Microservice Architecture Review
Framework for reviewing microservice design, implementation, and operations.
Mindset: Microservice reviews embody /pb-preamble thinking (question service boundaries) and /pb-design-rules thinking (especially Modularity and Separation: are services correctly decoupled?).
Question whether the service boundary is correct. Challenge the coupling assumptions. Surface design flaws before they become operational problems.
Resource Hint: opus - microservice review requires deep analysis of boundaries, coupling, data ownership, and operational concerns
When to Use
- Evaluating a new service before it goes to production
- Periodic architecture review of existing microservices
- After splitting a monolith or extracting a new service
- When inter-service communication issues arise
Purpose
Microservice reviews ensure:
- Clear boundaries - Service owns specific business domain
- Loose coupling - Services don’t depend on each other’s internals
- Scalability - Service can scale independently
- Resilience - Service failures don’t cascade
- Observability - Can debug issues across services
- Deployability - Can deploy independently
Review Checklist
1. Service Boundaries
Question: Is this the right scope for a service?
Bad Service Boundaries:
- Service per function (getUser, createUser, deleteUser = 3 services)
- Service per tier (frontend, backend, database services)
- Service per database table
- Shared database between services
Good Service Boundaries:
- Service per business domain (User Service, Order Service, Payment Service)
- Service owns its data (no shared database)
- Service encapsulates related functionality
- Service is independently deployable
Checklist:
☐ Service boundary aligns with business domain
☐ Service has clear responsibility
☐ Service owns its data (no shared database)
☐ Service can be deployed independently
☐ Service makes sense to teams (not fragmented across 10 teams)
☐ Not too big (>3 teams can't understand it)
☐ Not too small (<1 person can't maintain it)
Example: Good vs Bad Boundaries
[NO] Bad:
UserService:
- User authentication
- User profile
- User permissions
- User sessions
- User roles
(Too big, mixing auth + profile + permissions)
[YES] Good:
Identity Service:
- User authentication
- User sessions
- Token generation
User Service:
- User profile
- User data management
Authorization Service:
- Permissions
- Role-based access control
(Each service has focused responsibility)
2. API Contract & Versioning
Question: Is the service API stable and well-defined?
API Checklist:
☐ API endpoints documented with examples
☐ Request/response formats defined (JSON schema)
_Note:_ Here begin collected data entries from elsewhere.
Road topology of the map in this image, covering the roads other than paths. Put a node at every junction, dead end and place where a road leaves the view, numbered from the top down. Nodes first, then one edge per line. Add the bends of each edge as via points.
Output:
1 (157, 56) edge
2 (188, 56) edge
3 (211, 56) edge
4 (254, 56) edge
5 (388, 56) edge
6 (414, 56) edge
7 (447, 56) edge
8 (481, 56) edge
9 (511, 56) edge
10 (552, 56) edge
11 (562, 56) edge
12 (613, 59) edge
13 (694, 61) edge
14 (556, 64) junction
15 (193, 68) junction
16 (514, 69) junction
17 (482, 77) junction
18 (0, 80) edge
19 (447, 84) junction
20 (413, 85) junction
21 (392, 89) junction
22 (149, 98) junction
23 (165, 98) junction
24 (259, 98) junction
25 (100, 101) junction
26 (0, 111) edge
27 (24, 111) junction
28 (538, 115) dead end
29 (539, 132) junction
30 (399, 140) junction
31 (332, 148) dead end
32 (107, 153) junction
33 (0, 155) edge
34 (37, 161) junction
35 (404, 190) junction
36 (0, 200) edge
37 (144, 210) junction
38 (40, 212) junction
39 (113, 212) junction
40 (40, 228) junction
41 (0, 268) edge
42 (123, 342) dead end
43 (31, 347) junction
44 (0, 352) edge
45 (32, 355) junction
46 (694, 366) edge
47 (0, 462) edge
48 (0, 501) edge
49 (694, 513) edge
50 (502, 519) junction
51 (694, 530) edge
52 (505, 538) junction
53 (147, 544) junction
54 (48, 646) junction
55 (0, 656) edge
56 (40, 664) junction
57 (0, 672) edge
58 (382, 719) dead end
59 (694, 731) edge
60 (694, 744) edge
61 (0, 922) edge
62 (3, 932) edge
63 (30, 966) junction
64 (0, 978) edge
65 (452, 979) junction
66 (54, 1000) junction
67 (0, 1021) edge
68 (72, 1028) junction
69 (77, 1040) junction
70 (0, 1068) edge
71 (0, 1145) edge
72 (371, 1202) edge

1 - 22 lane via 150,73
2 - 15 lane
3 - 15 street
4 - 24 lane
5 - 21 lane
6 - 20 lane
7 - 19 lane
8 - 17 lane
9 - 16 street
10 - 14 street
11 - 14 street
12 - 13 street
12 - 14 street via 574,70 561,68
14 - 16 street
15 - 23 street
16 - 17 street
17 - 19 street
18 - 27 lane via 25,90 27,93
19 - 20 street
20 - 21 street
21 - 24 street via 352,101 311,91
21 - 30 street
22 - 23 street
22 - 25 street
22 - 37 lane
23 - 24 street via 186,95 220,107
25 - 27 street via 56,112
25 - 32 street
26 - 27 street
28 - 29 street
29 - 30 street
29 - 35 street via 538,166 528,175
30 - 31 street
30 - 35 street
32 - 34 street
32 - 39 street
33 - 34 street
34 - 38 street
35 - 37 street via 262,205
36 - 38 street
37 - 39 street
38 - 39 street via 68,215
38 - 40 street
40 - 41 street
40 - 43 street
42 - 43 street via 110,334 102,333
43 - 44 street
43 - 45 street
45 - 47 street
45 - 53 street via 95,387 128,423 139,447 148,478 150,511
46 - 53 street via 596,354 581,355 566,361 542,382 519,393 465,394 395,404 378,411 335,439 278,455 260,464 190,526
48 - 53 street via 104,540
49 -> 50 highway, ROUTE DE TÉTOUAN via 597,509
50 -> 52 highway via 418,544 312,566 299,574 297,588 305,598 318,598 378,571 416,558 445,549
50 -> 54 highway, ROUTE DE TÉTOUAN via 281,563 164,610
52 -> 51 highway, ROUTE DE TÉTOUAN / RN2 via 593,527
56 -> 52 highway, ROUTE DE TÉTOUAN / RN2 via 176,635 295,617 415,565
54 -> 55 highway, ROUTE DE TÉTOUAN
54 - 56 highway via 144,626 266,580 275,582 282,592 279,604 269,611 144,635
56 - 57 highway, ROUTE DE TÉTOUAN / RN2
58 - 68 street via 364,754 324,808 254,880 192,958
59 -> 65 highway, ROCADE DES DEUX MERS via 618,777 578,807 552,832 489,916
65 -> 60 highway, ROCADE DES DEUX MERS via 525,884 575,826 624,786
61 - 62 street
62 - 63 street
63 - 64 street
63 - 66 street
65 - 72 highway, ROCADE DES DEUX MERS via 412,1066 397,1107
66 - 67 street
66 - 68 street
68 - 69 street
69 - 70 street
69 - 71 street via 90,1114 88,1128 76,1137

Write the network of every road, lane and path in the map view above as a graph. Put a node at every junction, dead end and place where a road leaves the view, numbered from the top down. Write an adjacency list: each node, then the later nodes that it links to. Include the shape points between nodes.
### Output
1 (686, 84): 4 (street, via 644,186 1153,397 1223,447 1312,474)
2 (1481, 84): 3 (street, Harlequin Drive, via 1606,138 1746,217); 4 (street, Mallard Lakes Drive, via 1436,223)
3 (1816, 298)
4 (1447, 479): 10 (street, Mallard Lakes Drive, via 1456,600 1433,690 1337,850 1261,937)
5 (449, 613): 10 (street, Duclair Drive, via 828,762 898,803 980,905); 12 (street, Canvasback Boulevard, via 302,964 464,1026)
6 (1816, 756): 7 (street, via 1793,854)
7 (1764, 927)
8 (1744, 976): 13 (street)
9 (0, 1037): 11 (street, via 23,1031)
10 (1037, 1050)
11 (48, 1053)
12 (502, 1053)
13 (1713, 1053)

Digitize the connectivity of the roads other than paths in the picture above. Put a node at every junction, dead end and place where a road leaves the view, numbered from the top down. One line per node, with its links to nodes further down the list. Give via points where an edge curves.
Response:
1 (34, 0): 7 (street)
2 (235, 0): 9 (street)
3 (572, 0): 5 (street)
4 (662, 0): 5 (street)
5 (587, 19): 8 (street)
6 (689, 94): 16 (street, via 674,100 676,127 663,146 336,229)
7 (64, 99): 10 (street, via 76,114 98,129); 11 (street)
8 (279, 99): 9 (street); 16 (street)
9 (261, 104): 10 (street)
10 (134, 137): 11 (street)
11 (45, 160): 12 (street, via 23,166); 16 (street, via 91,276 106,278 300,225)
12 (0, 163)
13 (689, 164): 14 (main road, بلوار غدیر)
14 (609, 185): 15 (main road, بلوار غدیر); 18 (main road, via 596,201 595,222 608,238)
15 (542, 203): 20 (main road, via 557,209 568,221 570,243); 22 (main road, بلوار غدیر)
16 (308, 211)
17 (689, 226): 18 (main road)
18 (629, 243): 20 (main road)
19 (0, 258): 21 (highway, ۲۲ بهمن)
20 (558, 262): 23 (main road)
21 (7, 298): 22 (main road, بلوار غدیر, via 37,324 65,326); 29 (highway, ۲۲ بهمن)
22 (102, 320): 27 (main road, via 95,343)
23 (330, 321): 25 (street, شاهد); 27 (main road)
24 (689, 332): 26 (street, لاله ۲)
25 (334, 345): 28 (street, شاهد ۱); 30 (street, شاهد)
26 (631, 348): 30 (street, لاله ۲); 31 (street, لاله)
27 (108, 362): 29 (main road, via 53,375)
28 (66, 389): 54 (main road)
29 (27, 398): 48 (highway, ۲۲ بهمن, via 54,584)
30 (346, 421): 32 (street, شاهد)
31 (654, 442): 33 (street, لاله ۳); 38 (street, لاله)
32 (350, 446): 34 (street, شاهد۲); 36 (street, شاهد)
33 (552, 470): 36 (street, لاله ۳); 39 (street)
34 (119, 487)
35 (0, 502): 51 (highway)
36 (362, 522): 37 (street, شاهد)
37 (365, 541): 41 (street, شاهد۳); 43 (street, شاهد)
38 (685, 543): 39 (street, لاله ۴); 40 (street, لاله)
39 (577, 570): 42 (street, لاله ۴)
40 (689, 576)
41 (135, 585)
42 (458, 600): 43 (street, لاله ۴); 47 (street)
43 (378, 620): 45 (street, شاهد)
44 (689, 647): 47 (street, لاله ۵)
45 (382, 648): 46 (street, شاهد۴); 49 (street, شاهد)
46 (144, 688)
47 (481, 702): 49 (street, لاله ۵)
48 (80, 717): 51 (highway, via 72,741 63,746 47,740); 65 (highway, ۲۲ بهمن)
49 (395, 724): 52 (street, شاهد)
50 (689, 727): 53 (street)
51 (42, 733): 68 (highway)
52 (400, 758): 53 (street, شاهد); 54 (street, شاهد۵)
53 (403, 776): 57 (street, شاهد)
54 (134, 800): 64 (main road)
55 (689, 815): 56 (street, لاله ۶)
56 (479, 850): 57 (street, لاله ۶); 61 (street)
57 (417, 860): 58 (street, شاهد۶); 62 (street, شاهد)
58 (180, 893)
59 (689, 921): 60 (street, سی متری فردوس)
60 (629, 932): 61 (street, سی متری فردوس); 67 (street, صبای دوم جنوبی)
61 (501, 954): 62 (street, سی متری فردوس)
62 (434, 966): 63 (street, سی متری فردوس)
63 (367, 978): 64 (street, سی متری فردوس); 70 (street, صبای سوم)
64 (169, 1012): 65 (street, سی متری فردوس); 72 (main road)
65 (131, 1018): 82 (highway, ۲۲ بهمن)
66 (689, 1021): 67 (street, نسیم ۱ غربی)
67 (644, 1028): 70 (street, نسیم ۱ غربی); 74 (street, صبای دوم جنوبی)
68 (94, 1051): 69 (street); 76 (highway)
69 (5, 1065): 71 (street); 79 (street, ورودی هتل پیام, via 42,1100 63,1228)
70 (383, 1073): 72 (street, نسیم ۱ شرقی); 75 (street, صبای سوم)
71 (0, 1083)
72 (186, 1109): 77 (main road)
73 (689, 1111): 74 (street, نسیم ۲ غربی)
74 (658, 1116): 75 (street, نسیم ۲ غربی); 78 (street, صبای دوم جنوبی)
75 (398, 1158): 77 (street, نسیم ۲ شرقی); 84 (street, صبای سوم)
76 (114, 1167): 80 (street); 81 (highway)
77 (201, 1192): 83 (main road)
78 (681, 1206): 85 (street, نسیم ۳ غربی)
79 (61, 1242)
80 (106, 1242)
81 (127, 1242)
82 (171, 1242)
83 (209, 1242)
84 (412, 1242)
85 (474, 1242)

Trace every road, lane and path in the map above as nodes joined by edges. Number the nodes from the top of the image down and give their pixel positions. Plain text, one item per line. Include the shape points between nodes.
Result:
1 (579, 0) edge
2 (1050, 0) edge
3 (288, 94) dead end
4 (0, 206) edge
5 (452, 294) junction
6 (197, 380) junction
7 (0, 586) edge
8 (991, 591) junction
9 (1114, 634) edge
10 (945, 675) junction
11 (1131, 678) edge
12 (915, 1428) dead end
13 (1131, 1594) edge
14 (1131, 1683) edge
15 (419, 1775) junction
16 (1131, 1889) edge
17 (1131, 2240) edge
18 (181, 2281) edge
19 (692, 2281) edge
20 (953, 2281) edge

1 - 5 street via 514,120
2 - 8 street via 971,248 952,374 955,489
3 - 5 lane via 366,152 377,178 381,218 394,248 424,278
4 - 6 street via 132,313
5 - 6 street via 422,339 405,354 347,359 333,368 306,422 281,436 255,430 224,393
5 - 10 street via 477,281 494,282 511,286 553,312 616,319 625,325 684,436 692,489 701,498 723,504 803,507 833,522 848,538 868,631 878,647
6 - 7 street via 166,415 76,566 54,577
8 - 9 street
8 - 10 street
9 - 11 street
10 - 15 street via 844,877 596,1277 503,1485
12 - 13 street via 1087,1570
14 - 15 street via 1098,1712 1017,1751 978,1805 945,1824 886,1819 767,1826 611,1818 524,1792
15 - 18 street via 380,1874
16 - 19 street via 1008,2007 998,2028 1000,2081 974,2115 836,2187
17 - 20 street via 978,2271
☐ Authentication mechanism documented
☐ Error responses documented (what can fail?)
☐ Rate limiting defined (requests/sec)
☐ Timeout values defined
☐ Retry policy defined
☐ API versioning strategy (v1, v2, etc.)
☐ Deprecation timeline documented
Good API Design:
// Example: Well-documented API
/**
* Get user by ID
*
* Endpoint: GET /api/v1/users/:id
*
* Response: 200 OK
* {
* "id": "uuid",
* "email": "user@example.com",
* "name": "John Doe"
* }
*
* Errors:
* - 404 Not Found: User doesn't exist
* - 401 Unauthorized: Missing auth token
* - 403 Forbidden: No permission to view user
*
* Rate limit: 100 requests/min
* Timeout: 5 seconds
* Retry: Idempotent (safe to retry)
*/
async function getUser(userId) {
if (!userId) throw new BadRequest("userId required");
const user = await db.users.findById(userId);
if (!user) throw new NotFound("User not found");
return {
id: user.id,
email: user.email,
name: user.name
};
}
Python Example:
from flask import jsonify, request
from functools import wraps
def require_auth(f):
"""Decorator to require authentication."""
@wraps(f)
def decorated(*args, **kwargs):
token = request.headers.get('Authorization')
if not token:
return jsonify({"error": "Missing auth token"}), 401
return f(*args, **kwargs)
return decorated
@app.get('/api/v1/users/<user_id>')
@require_auth
def get_user(user_id):
"""
Get user by ID
Response: 200 OK {id, email, name}
Errors: 404 Not Found, 401 Unauthorized, 403 Forbidden
Rate limit: 100 requests/min
Timeout: 5 seconds
"""
user = db.query(User).filter(User.id == user_id).first()
if not user:
return jsonify({"error": "User not found"}), 404
# Check permissions
current_user = get_current_user()
if not can_view_user(current_user, user):
return jsonify({"error": "Permission denied"}), 403
return jsonify({
"id": user.id,
"email": user.email,
"name": user.name
})
API Versioning Strategy:
Option 1: URL Versioning (Simple)
GET /v1/users/123
GET /v2/users/123
Option 2: Header Versioning (Clean)
GET /users/123
Header: API-Version: 2
Option 3: Content Negotiation
GET /users/123
Header: Accept: application/vnd.myapp.v2+json
Recommend: URL versioning (simple, clear)
Deprecation: Support v1 for 6 months, then remove
3. Data Management
Question: How does service manage data?
Checklist:
☐ Service owns its data (no shared database)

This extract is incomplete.